[[ PROVIDED RECORDS, beginning ]]
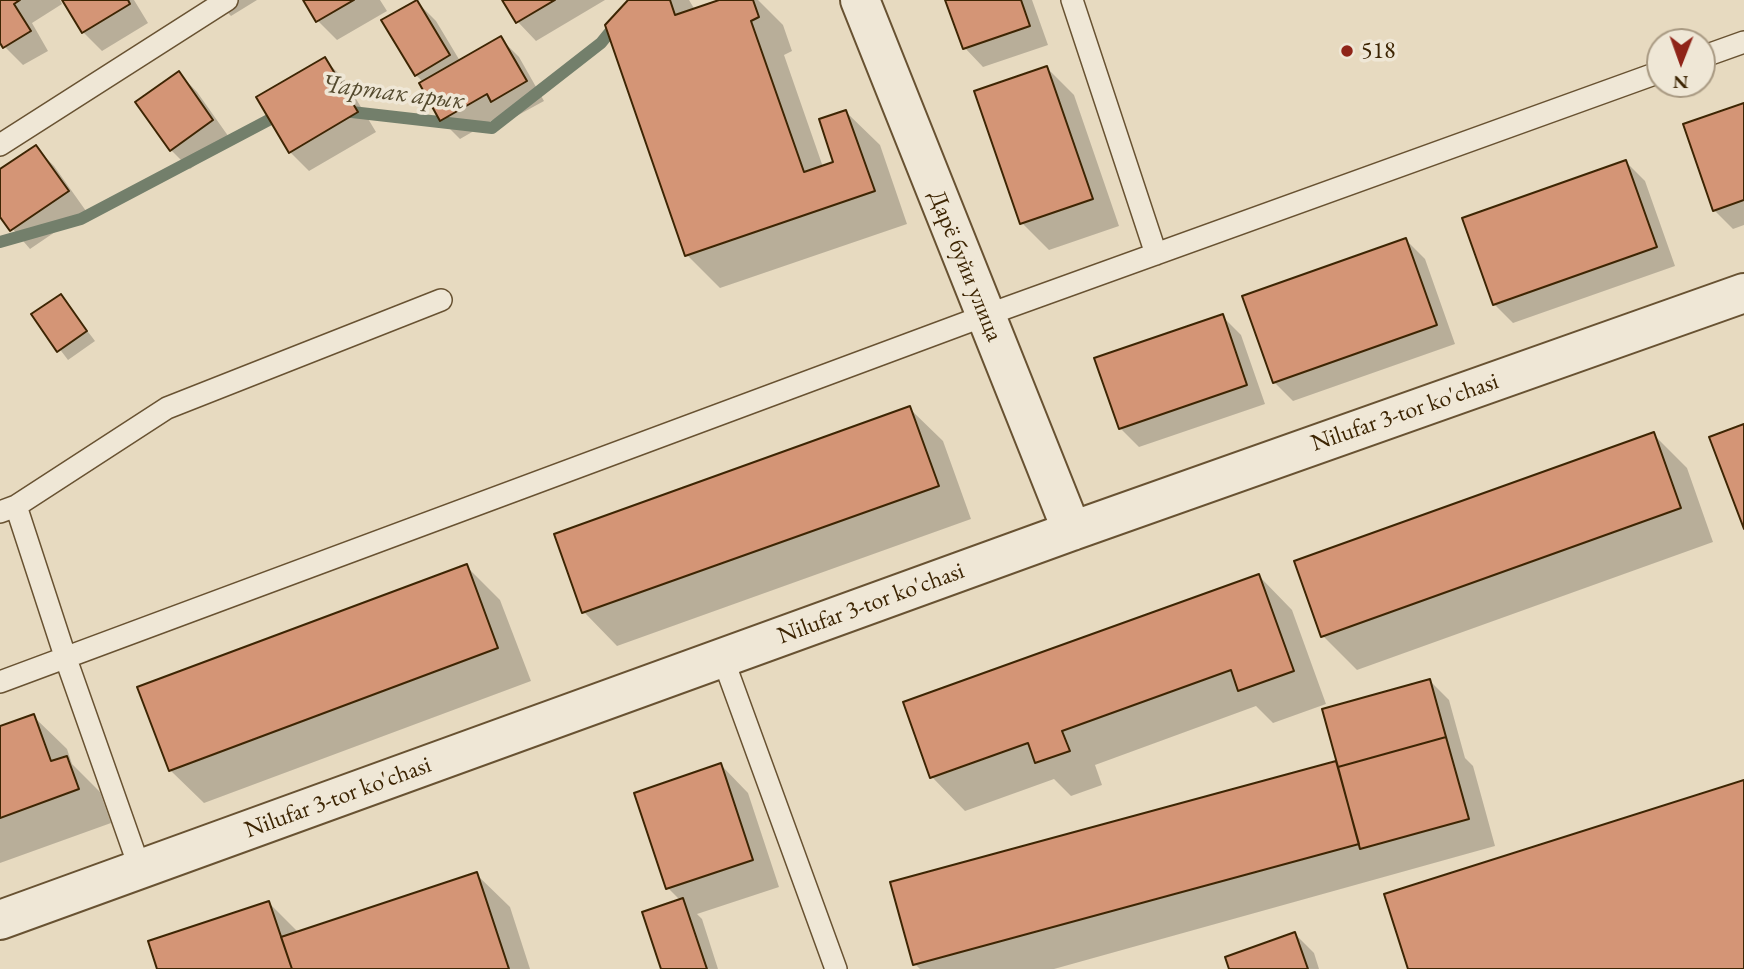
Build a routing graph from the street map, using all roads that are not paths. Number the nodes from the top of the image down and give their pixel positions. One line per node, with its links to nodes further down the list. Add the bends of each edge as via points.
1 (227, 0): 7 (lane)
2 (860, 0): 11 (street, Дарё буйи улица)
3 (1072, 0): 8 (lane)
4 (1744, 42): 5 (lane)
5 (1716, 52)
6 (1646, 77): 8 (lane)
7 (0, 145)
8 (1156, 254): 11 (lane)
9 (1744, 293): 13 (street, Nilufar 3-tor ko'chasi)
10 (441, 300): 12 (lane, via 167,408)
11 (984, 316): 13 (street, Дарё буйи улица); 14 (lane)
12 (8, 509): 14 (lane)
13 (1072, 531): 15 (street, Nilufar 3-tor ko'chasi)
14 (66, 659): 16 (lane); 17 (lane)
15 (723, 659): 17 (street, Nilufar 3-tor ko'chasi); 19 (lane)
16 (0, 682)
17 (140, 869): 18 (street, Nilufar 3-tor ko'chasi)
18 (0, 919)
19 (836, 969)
[[ PROVIDED RECORDS, end ]]
Give the listing above again in its entirety and exactly; do not include the pictures.

Build a routing graph from the street map, using all roads that are not paths. Number the nodes from the top of the image down and give their pixel positions. One line per node, with its links to nodes further down the list. Add the bends of each edge as via points.
1 (227, 0): 7 (lane)
2 (860, 0): 11 (street, Дарё буйи улица)
3 (1072, 0): 8 (lane)
4 (1744, 42): 5 (lane)
5 (1716, 52)
6 (1646, 77): 8 (lane)
7 (0, 145)
8 (1156, 254): 11 (lane)
9 (1744, 293): 13 (street, Nilufar 3-tor ko'chasi)
10 (441, 300): 12 (lane, via 167,408)
11 (984, 316): 13 (street, Дарё буйи улица); 14 (lane)
12 (8, 509): 14 (lane)
13 (1072, 531): 15 (street, Nilufar 3-tor ko'chasi)
14 (66, 659): 16 (lane); 17 (lane)
15 (723, 659): 17 (street, Nilufar 3-tor ko'chasi); 19 (lane)
16 (0, 682)
17 (140, 869): 18 (street, Nilufar 3-tor ko'chasi)
18 (0, 919)
19 (836, 969)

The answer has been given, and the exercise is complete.